W kilka dni po Święcie Dziękczynienia większość studentów w domu na przerwę można znaleźć na kanapie, jedząc jedzenie rodziców i czekając, aż mama skończy pranie (ona lubi to robić). Ale dla 19-letniej Charlotte Heffelmire była zbyt zajęta ratowaniem życia całej rodziny, by odpoczywać. Jej ojciec, Eric Heffelmire, pracował nad swoją ciężarówką GMC, kiedy spadła z podnośnika, rozlewając gaz i przygniatając go, po czym eksplodowała w płomieniach.

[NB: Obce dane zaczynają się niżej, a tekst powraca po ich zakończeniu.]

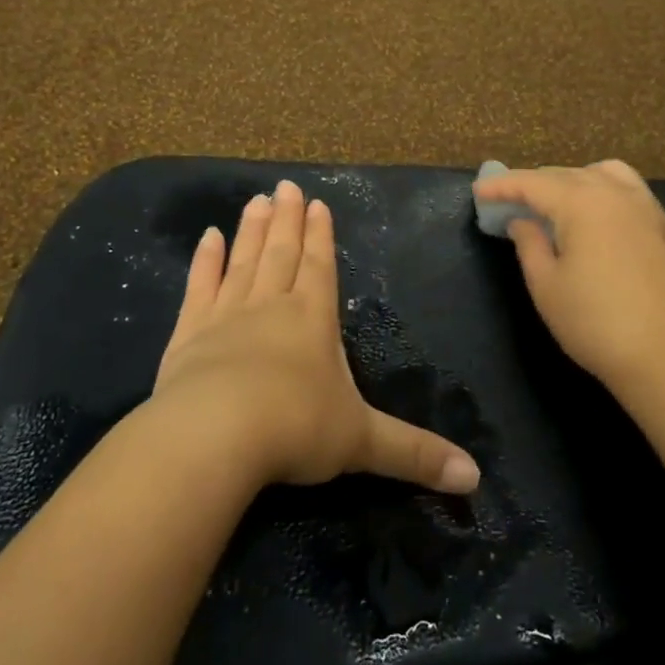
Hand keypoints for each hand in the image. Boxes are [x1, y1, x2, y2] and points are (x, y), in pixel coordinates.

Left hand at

„Myślałem, że późnym wieczorem wyciągną zwłoki” – powiedział Wiadomości WUSA. Ale to jego córka wyciągnęła go żywego, po podniesieniu płonącej ciężarówki. Następnie Charlotte wsiadła do płonącej ciężarówki i wyjechała z garażu (na 3 kołach), zamknęła garaż, aby powstrzymać pożar i naraziła się na ryzyko, aby uratować dom swojej rodziny. Potem ewakuowała z domu resztę rodziny, w tym dziecko siostry, ponieważ bohater i ciotka roku idą ramię w ramię. Po zadzwonieniu pod numer 911 użyła węża ogrodowego, aby zapobiec rozprzestrzenianiu się ognia na dom. To znaczy, że teraz należy do niej, prawda?
Być może najbardziej niesamowitą rzeczą w Charlotte jest to, jak skromna pozostaje w związku z tym wydarzeniem. Być może to szok, ale w tej chwili po prostu przypisuje to „szalonej sile” – i prawdopodobnie, cała adrenalina. „Po prostu zrobiłam to, co musiałam zrobić, więc nie czuję się wielkim bohaterem ani nic takiego” – powiedziała Charlotte Heffelmire. Cóż, jej rodzina i Fairfax Country Fire And Rescue błagają o różnicę (wraz z każdym, kto to czyta). Uhonorowali odwagę Charlotte nagrodą Citizen Lifesaving Award, i słusznie. Ale sądząc po tym, jak zachowuje się w kryzysie, mogą też chcieć zaproponować jej pracę.